As I was in the service of the government I waited on Mr. Adams, the minister, and remained in London until the question was settled, in daily communication with him. He thought the danger of war still great, as Lincoln had not decided to accept the ultimatum, and the English ministry was, in Adams's opinion, desirous of having a casus belli, or at least a justification for recognizing the Southern Confederacy. That war had not already become inevitable he considered due entirely to the attitude of the Queen, who resisted any measure calculated to precipitate a hostile solution, and had refused her assent to a dispatch demanding the release of the envoys, and worded in such peremptory terms that Lincoln could not have hesitated to repel it at any cost,—an outcome which, in the opinion of Mr. Adams, was what Palmerston, Gladstone, and Lord John Russell wanted. But, on the insistence of the Queen, the offensive passage was struck out, and peace was preserved, though at that moment the reply of our government had not been received, and Adams did not consider that, even in its modified form, the demand of the English ministry might not be rejected. As the crisis was still undecided, I waited until the solution was definite. The favorable reply came by the next steamer. To the peace-loving heart of the Queen mainly, and next to the tact and diplomatic ability of Mr. Adams, the world owes that the war most disastrous possible for the civilization of the west was avoided. Put at rest with regard to this danger, I continued my journey and entered upon my functions as representative of my government at Rome.

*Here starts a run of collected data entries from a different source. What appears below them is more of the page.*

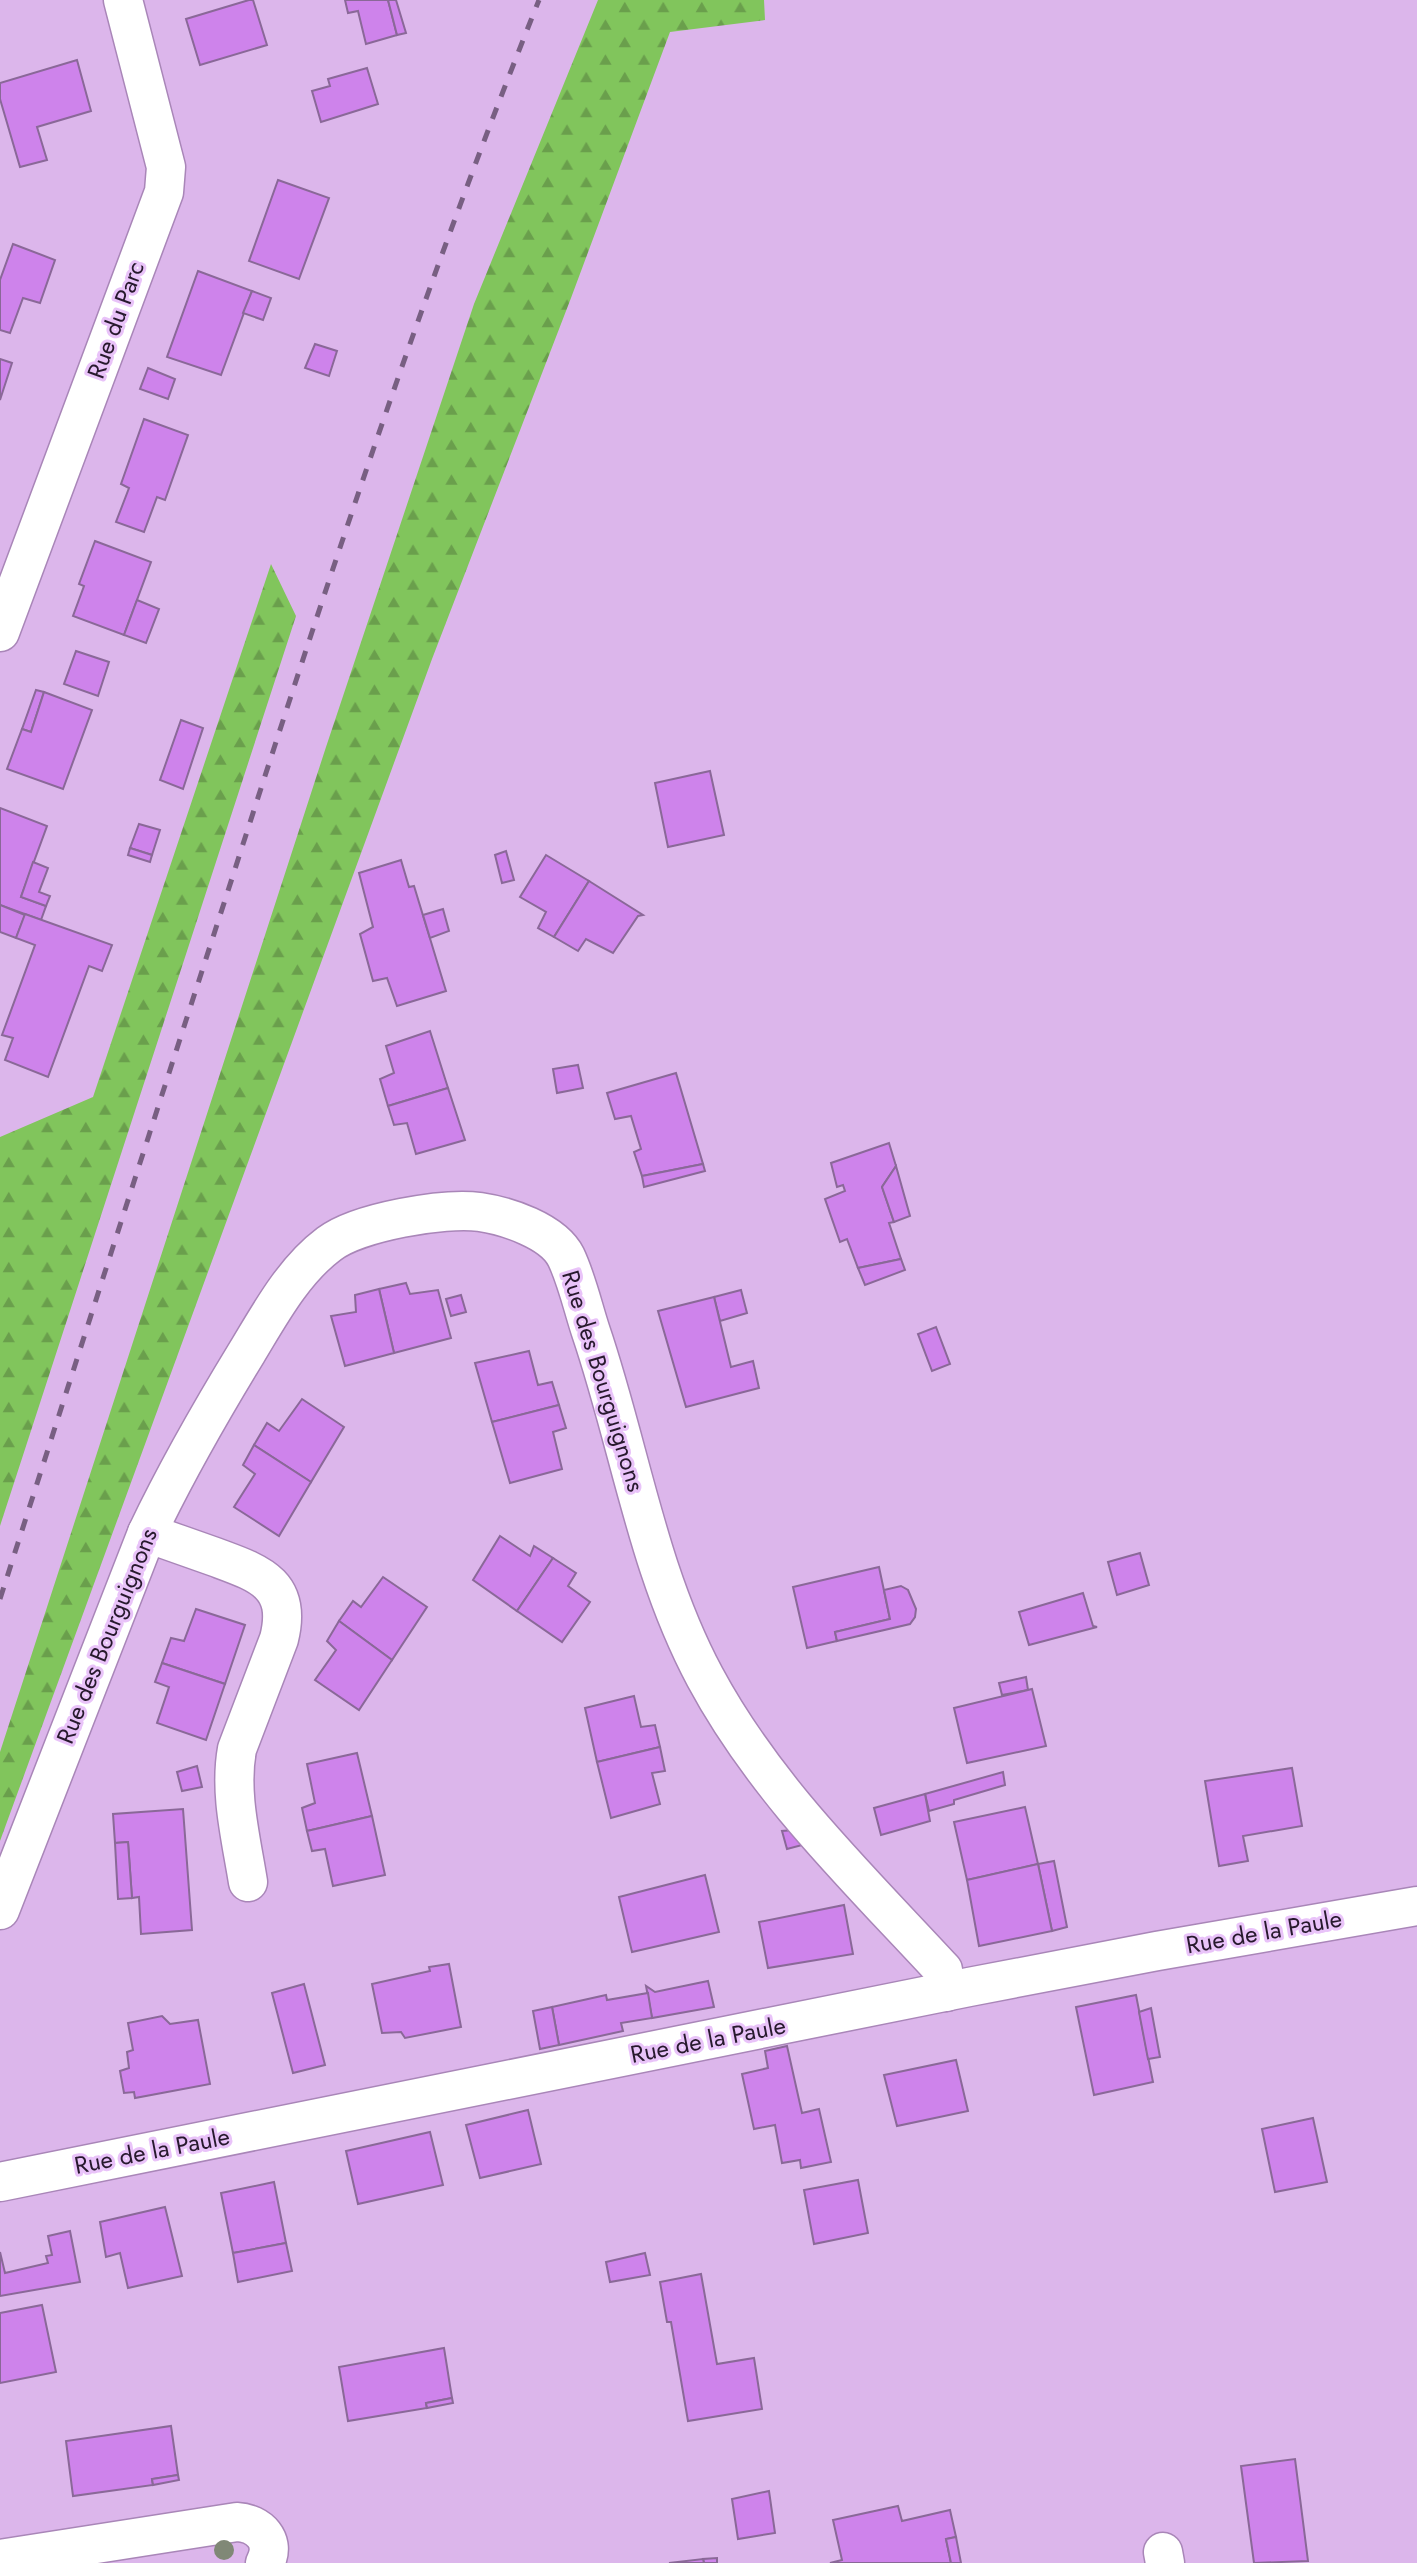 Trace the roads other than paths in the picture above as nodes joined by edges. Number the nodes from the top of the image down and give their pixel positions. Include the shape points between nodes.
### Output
1 (123, 0) edge
2 (0, 632) edge
3 (147, 1533) junction
4 (248, 1882) dead end
5 (1417, 1906) edge
6 (0, 1910) edge
7 (946, 1992) junction
8 (0, 2182) edge
9 (0, 2559) edge
10 (265, 2563) edge

1 - 2 street, Rue du Parc via 166,167 164,192
3 - 4 street via 258,1573 275,1590 282,1606 279,1639 239,1741 234,1766 233,1788
3 - 6 street, Rue des Bourguignons
3 - 7 street, Rue des Bourguignons via 216,1403 278,1301 331,1242 358,1230 429,1212 499,1215 543,1235 565,1254 604,1372 651,1548 704,1674 772,1779 943,1970
5 - 7 street, Rue de la Paule
7 - 8 street, Rue de la Paule
9 - 10 street via 248,2522 266,2536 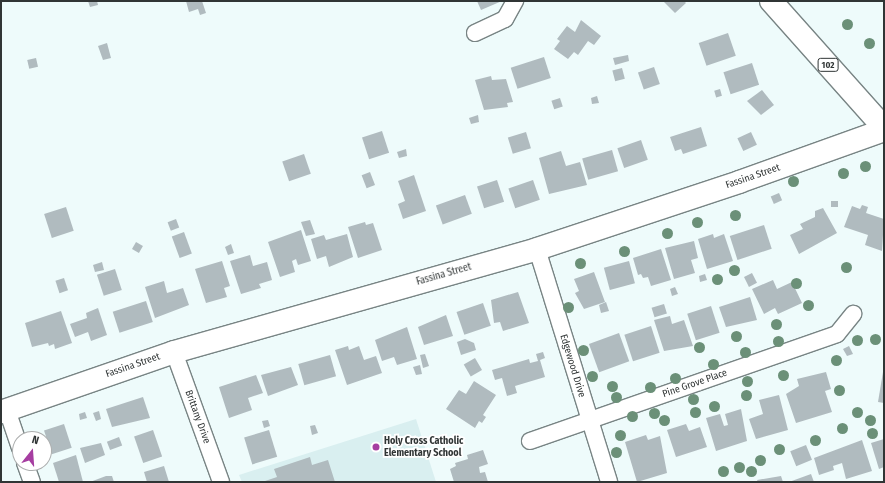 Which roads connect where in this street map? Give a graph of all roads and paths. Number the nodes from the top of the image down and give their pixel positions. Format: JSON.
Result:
{"nodes":[{"id":1,"x":514,"y":1,"type":"edge"},
{"id":2,"x":771,"y":1,"type":"edge"},
{"id":3,"x":475,"y":33,"type":"dead end"},
{"id":4,"x":884,"y":129,"type":"edge"},
{"id":5,"x":537,"y":249,"type":"junction"},
{"id":6,"x":853,"y":314,"type":"dead end"},
{"id":7,"x":174,"y":352,"type":"junction"},
{"id":8,"x":4,"y":411,"type":"edge"},
{"id":9,"x":588,"y":421,"type":"junction"},
{"id":10,"x":13,"y":431,"type":"edge"},
{"id":11,"x":530,"y":442,"type":"dead end"},
{"id":12,"x":28,"y":471,"type":"edge"},
{"id":13,"x":32,"y":482,"type":"edge"},
{"id":14,"x":221,"y":482,"type":"edge"},
{"id":15,"x":609,"y":482,"type":"edge"}],
"edges":[{"from":1,"to":3,"type":"street"},
{"from":2,"to":4,"type":"street","number":"102"},
{"from":4,"to":5,"type":"street","name":"Fassina Street"},
{"from":5,"to":7,"type":"street","name":"Fassina Street"},
{"from":5,"to":9,"type":"street","name":"Edgewood Drive"},
{"from":6,"to":9,"type":"street","name":"Pine Grove Place"},
{"from":7,"to":8,"type":"street","name":"Fassina Street"},
{"from":7,"to":14,"type":"street","name":"Brittany Drive"},
{"from":8,"to":10,"type":"street"},
{"from":9,"to":11,"type":"street","name":"Pine Grove Place"},
{"from":9,"to":15,"type":"street","name":"Edgewood Drive"},
{"from":12,"to":13,"type":"street"}]}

I have since heard various versions of this crisis and its solution, but the above is, I believe, substantially the truth. I have heard that the English dispatch was referred to the French Minister of Foreign Affairs, and that he advised against it; but this is impossible. The Emperor of France was more determined even than Palmerston to destroy the United States, if possible, as his Mexican enterprise showed, and we knew from other sources that he was pressing the English government to recognize the belligerency of the South. Day by day I heard from Mr. Adams of the position, and he said to me emphatically that he did not consider the declaration of war impossible until he received the reply of Lincoln to the English ultimatum; and it is impossible that such a transaction as that of the consultation with the French government should have taken place without Adams knowing of it, for his information from the surroundings of the Queen was minute and incessant. He said to me, without the slightest qualification, that the preservation of peace was due solely to the insistence of the Queen, strengthened by the advice of Prince Albert, on the demand for the release of the envoys being made in terms which should not offend the amour propre of the North.